What is required
Scan the records below. List lines holding "lane".

--

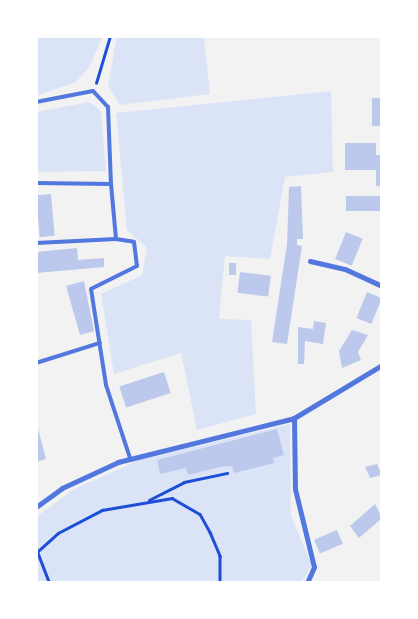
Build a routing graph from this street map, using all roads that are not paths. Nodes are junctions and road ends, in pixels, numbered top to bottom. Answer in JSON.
{"nodes":[{"id":1,"x":36,"y":102,"type":"edge"},
{"id":2,"x":36,"y":183,"type":"edge"},
{"id":3,"x":111,"y":184,"type":"junction"},
{"id":4,"x":116,"y":239,"type":"junction"},
{"id":5,"x":36,"y":243,"type":"edge"},
{"id":6,"x":310,"y":261,"type":"dead end"},
{"id":7,"x":382,"y":286,"type":"edge"},
{"id":8,"x":100,"y":343,"type":"junction"},
{"id":9,"x":36,"y":362,"type":"edge"},
{"id":10,"x":382,"y":365,"type":"edge"},
{"id":11,"x":294,"y":418,"type":"junction"},
{"id":12,"x":130,"y":458,"type":"junction"},
{"id":13,"x":36,"y":507,"type":"edge"},
{"id":14,"x":307,"y":583,"type":"edge"}],
"edges":[{"from":1,"to":3,"type":"lane"},
{"from":2,"to":3,"type":"lane"},
{"from":3,"to":4,"type":"lane"},
{"from":4,"to":5,"type":"lane"},
{"from":4,"to":8,"type":"lane"},
{"from":6,"to":7,"type":"street"},
{"from":8,"to":9,"type":"lane"},
{"from":8,"to":12,"type":"lane"},
{"from":10,"to":11,"type":"street"},
{"from":11,"to":12,"type":"street"},
{"from":11,"to":14,"type":"street"},
{"from":12,"to":13,"type":"street"}]}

--

The completed task
"edges":[{"from":1,"to":3,"type":"lane"},
{"from":2,"to":3,"type":"lane"},
{"from":3,"to":4,"type":"lane"},
{"from":4,"to":5,"type":"lane"},
{"from":4,"to":8,"type":"lane"},
{"from":8,"to":9,"type":"lane"},
{"from":8,"to":12,"type":"lane"},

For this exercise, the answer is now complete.